La Société des Etablissements Modernes de Mécanique générale et de décolletage est fondée en 1939 par Jean Cros, pour fabriquer du matériel de guerre.
En 1941, la SEMM se lance dans la fabrication d'appareils photo à Saint-Etienne. C'est la fabrication en zone libre, sous licence, de l'appareil 24x36 Reyna de Cornu à Paris.
Paul Royet est directeur du département photo.
En cette période de guerre les ateliers déménagent plusieurs fois (12), avec parfois des ateliers ou dépôts clandestins.
Paul Royet, directeur général de la SEMM depuis 1943, est seul responsable en 1945.
Sous son impulsion la société se modernise, innove et devient une entreprise de premier plan.

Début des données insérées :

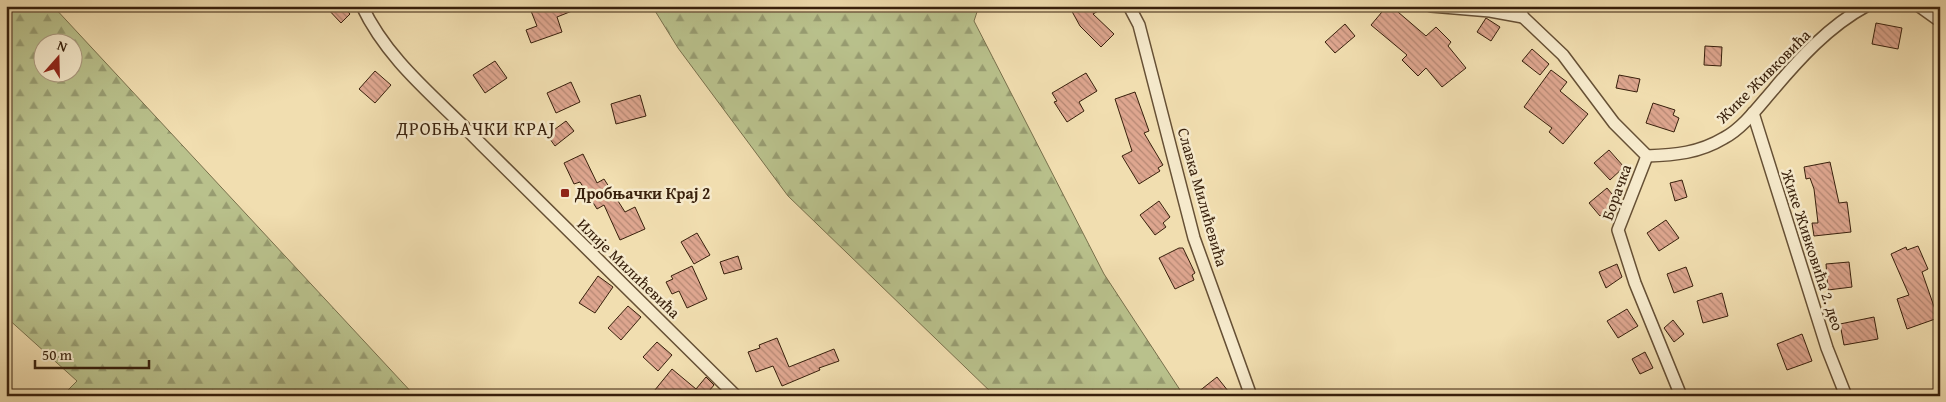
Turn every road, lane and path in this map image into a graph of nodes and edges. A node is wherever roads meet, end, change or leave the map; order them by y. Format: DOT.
graph roads {
  1 [pos="362,6"];
  2 [pos="1129,6"];
  3 [pos="1431,6"];
  4 [pos="1517,6"];
  5 [pos="1866,6"];
  6 [pos="1919,6"];
  7 [pos="1465,7"];
  8 [pos="1523,17"];
  9 [pos="1940,21"];
  10 [pos="1753,113"];
  11 [pos="1647,156"];
  12 [pos="736,396"];
  13 [pos="1251,396"];
  14 [pos="1681,396"];
  15 [pos="1846,396"];
  1 -- 12 [label="street, Илије Милићевића"];
  2 -- 13 [label="street, Славка Милићевића"];
  3 -- 7 [label="street"];
  4 -- 8 [label="street, Борачка"];
  5 -- 10 [label="street, Жике Живковића"];
  6 -- 9 [label="street"];
  7 -- 8 [label="street"];
  8 -- 11 [label="street, Борачка"];
  10 -- 11 [label="street, Жике Живковића"];
  10 -- 15 [label="street, Жике Живковића 2. део"];
  11 -- 14 [label="street, Борачка"];
}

En 1946, le sigle SEM est adopté, c'est un raccourci de SEMM.
En 1947, la SEM, qui manque de place, s'installe à Aurec (Haute-Loire) dans une ancienne et vaste usine de tissage. La SEM met en place un transport quotidien, par car, entre Saint-Etienne et Aurec pour les salariés stéphanois.

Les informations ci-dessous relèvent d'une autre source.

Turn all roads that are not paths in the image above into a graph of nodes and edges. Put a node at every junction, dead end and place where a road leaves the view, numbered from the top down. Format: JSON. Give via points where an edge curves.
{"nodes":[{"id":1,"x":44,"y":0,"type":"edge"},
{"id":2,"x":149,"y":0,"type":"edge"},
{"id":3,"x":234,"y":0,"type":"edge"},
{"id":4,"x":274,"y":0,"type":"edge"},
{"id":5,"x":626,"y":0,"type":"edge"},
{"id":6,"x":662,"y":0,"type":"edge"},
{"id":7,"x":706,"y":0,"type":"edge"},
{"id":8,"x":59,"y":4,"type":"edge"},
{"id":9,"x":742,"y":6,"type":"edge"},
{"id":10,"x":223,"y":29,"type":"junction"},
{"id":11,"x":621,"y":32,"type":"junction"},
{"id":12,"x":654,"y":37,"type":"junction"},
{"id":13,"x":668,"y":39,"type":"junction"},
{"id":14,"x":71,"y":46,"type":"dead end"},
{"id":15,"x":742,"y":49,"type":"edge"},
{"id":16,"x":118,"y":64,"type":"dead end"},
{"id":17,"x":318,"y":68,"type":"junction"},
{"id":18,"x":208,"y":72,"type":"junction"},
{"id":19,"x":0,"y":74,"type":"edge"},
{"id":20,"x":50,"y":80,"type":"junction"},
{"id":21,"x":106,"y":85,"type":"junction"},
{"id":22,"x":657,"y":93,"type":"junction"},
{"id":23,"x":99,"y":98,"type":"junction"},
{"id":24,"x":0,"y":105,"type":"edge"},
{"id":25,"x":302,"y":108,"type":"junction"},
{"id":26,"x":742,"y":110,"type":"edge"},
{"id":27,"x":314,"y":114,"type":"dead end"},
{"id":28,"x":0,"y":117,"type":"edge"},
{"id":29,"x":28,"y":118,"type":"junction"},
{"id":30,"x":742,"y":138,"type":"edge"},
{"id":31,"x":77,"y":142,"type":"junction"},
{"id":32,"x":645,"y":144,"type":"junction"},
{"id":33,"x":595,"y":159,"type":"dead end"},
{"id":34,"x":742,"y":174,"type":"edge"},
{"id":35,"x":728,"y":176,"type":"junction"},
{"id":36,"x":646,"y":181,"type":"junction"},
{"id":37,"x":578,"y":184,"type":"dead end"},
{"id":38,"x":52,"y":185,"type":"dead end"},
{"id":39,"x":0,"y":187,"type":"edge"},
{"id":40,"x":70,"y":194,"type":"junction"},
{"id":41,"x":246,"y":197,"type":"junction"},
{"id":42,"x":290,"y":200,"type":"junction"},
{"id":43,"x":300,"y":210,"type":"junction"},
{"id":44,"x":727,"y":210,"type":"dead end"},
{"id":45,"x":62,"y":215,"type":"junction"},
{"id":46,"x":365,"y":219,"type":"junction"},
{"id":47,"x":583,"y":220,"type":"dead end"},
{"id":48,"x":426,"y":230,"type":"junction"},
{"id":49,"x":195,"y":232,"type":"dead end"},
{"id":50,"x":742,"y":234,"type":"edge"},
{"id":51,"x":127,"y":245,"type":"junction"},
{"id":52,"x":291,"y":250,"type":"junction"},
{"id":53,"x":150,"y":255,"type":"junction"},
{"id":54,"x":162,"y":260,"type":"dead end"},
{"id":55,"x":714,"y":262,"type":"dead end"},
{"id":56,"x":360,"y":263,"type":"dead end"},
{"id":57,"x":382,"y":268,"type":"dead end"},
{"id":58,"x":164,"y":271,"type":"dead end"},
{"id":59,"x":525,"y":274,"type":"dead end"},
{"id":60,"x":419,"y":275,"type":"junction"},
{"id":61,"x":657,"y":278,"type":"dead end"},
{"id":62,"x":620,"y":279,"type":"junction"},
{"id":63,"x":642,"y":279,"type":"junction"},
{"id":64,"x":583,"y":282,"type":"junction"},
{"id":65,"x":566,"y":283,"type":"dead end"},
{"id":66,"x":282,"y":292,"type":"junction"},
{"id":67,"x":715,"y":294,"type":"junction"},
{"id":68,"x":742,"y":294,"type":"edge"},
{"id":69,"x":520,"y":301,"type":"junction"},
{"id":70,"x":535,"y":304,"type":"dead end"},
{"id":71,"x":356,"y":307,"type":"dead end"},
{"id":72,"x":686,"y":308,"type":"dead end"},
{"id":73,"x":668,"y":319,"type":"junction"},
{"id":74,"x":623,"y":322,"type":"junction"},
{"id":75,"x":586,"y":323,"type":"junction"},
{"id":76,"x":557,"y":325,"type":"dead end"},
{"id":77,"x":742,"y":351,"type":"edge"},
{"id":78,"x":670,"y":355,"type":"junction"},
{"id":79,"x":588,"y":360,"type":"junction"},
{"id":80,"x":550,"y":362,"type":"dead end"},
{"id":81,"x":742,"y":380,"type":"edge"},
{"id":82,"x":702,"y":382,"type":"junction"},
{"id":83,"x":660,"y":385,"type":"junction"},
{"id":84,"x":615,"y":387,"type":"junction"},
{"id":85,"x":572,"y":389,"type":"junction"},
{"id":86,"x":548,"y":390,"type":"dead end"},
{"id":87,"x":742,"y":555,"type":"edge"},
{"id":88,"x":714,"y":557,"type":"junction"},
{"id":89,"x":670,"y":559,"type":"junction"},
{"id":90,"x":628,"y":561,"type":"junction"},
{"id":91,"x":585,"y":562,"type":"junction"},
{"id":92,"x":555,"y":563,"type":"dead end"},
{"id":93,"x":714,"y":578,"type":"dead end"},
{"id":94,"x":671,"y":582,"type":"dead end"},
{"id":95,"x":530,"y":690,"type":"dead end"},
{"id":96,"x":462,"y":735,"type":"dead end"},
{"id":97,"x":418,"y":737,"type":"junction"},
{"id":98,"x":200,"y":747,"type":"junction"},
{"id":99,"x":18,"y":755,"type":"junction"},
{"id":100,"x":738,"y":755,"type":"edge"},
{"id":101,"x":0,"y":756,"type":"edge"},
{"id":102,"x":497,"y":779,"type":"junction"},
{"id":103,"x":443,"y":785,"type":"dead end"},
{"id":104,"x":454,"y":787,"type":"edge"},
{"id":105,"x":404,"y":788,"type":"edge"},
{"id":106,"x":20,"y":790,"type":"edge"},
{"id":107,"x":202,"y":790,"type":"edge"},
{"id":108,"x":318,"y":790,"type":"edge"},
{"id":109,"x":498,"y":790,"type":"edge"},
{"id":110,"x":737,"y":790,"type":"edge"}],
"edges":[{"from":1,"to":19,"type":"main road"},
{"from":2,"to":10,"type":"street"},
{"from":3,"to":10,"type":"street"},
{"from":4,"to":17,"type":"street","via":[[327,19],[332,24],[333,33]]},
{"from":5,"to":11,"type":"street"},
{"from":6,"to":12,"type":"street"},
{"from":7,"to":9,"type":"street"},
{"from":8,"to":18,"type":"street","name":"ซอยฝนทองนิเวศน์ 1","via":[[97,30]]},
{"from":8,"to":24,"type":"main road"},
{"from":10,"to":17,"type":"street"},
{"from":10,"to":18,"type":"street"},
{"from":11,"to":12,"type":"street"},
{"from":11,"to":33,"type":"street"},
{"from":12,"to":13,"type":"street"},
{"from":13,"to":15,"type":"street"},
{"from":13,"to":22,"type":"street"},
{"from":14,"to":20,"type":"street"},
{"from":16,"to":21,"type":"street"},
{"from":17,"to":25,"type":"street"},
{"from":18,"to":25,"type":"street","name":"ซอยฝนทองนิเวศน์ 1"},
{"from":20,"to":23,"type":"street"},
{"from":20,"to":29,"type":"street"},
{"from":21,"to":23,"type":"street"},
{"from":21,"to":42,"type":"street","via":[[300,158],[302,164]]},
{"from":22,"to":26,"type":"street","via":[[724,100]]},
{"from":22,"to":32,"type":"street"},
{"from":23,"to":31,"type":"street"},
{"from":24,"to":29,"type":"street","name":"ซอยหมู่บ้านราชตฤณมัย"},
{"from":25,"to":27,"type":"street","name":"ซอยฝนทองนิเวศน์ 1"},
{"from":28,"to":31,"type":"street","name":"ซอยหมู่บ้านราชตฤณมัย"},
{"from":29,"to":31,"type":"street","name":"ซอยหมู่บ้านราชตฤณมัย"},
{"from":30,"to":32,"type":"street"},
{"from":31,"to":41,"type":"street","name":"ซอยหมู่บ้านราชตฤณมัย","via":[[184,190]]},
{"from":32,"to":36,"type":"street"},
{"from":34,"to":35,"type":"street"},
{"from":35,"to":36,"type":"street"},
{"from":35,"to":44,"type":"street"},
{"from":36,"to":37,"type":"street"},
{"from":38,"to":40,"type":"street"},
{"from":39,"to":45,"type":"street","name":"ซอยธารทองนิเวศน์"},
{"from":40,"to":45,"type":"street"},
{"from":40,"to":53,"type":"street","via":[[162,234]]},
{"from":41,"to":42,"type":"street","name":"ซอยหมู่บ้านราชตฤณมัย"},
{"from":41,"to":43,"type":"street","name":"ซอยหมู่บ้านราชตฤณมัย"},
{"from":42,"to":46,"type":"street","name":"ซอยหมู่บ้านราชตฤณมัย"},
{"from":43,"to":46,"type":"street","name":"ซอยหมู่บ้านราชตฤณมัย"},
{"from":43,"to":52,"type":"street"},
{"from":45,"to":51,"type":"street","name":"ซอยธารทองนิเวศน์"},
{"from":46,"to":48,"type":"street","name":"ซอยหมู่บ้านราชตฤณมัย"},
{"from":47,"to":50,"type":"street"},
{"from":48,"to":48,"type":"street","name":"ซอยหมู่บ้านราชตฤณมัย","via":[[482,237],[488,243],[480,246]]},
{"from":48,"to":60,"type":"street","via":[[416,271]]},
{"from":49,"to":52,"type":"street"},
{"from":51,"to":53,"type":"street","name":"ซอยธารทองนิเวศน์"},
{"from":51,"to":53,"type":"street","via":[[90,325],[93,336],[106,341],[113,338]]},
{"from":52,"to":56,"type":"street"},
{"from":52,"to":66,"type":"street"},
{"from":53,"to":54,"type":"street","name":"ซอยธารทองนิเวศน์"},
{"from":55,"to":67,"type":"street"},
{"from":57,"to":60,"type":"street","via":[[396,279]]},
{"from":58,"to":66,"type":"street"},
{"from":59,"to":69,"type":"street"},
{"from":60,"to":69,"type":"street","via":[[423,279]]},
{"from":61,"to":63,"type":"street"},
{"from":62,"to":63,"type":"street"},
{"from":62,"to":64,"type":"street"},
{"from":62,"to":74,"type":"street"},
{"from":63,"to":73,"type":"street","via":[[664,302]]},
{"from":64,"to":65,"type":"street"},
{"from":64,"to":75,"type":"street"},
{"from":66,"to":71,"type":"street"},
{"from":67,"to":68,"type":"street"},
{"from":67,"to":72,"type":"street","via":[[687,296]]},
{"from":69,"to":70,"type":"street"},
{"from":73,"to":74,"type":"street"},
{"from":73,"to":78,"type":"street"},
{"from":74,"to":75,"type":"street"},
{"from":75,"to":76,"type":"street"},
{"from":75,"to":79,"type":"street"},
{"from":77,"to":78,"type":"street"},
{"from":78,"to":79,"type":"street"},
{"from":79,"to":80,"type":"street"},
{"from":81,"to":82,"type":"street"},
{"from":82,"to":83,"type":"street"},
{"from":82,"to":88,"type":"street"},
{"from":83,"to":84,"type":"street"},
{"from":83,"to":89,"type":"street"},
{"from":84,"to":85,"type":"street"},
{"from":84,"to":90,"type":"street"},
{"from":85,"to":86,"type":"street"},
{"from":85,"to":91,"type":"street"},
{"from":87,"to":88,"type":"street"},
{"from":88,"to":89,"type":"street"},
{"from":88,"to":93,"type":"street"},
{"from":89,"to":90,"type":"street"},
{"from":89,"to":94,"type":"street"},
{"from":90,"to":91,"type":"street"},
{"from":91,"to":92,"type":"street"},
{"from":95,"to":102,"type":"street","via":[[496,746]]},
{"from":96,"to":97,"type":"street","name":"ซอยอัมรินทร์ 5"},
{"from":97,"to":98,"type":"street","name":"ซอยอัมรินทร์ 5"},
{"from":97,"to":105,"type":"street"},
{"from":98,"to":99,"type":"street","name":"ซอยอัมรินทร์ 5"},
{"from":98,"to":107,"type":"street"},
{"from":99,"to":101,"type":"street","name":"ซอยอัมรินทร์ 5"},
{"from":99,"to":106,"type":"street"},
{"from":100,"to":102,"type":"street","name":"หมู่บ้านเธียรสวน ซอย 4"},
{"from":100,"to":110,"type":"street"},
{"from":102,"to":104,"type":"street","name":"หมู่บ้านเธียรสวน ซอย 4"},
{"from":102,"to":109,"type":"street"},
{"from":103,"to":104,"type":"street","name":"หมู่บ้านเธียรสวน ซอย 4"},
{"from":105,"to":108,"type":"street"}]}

La SEM a conservé des activités à Saint-Etienne.
La SEM atteint le stade de la grande industrie, grâce à de nouveaux moyens, humains et matériels.
La gamme des appareils 24x36 est large, les quantités fabriquées sont conséquentes.
En 1948, un nouvel appareil est présenté au public, c'est le Semflex, un 6x6, fabriqué à plus de 171.000 exemplaires, avec de nombreuses variantes.
Fin de l'activité en 1976.
SEM a employé jusqu’à 160 personnes.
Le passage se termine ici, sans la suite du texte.